Os implantes de titânio são normalmente fixados em contato com o osso, um tecido com pouca circulação sanguínea. A baixa vascularização dificulta a chegada de remédios, como antibióticos, no caso de infecções. Nesses casos, o tratamento pode incluir a retirada do implante, com nova cirurgia. “Isso pode levar a perdas ósseas e abrir a possibilidades de novas infecções, mas se o paciente tem um implante com o revestimento bioativo você consegue reduzir esse risco”, comenta Luiz.
Atividade iônica
A incorporação do cobre promove uma liberação lenta de íons que garante os benefícios antibacterianos de ação prolongada. O revestimento impede o crescimento de microrganismos na superfície do implante e mantêm a atividade inibitória ou destrutiva antes, durante e depois das cirurgias, diminuindo assim a probabilidade da colonização por bactérias. As peças funcionalizadas também tiveram atividade virucida comprovada após seis horas. “Esse é um ótimo resultado, pois se equipara ao do cobre puro”, afirma Eder.
O próximo passo é testar os implantes bioativos em modelos animais e humanos.
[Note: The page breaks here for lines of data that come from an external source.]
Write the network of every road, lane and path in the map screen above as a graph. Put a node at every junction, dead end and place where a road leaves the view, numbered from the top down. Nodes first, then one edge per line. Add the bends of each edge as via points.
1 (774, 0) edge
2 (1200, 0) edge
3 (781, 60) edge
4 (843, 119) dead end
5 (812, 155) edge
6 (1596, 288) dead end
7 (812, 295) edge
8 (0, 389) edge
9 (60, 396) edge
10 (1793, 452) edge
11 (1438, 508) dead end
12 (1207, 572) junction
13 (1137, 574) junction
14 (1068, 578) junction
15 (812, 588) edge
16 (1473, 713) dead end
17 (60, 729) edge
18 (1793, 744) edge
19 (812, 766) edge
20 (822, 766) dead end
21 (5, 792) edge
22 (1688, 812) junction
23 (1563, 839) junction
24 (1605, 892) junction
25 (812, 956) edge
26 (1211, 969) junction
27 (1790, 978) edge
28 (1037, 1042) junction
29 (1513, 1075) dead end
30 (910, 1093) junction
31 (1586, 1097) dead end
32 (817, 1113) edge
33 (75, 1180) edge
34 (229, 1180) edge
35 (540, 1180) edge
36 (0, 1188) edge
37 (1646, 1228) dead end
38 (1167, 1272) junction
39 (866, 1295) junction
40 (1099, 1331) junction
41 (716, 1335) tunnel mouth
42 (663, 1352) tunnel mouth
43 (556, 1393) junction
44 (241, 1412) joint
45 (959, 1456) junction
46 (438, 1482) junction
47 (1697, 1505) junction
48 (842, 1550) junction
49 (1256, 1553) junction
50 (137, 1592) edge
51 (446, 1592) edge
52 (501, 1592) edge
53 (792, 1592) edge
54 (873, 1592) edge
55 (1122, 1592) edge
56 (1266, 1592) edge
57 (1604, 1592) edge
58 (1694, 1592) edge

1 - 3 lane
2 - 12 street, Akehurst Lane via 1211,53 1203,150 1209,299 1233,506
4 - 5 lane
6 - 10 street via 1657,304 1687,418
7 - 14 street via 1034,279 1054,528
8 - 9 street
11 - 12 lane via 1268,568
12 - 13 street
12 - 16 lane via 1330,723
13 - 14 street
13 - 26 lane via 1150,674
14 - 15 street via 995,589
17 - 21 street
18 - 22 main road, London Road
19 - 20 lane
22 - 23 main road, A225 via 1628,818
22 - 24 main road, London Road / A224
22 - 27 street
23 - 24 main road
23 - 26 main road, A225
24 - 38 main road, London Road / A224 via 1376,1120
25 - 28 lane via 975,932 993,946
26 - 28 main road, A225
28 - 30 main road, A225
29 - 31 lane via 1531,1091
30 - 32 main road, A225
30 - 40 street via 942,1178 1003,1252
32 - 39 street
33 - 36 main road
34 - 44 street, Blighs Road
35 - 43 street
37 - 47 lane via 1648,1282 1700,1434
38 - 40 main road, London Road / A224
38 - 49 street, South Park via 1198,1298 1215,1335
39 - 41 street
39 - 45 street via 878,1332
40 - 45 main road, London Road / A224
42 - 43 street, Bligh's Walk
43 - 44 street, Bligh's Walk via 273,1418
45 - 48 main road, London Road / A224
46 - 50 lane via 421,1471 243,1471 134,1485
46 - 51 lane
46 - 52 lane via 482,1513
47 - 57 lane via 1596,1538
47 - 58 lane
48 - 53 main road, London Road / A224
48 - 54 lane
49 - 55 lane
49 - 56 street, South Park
Empresas interessadas em explorar a tecnologia podem procurar a Agência de Inovação Inova Unicamp para negociações. “Estamos traçando um protocolo para ensaios in vivo”, diz o professor, que busca parceiros para o projeto. “Se tivermos uma empresa que invista nos testes, podemos acelerar o processo de validação, necessário para que a tecnologia chegue ao mercado”, completa.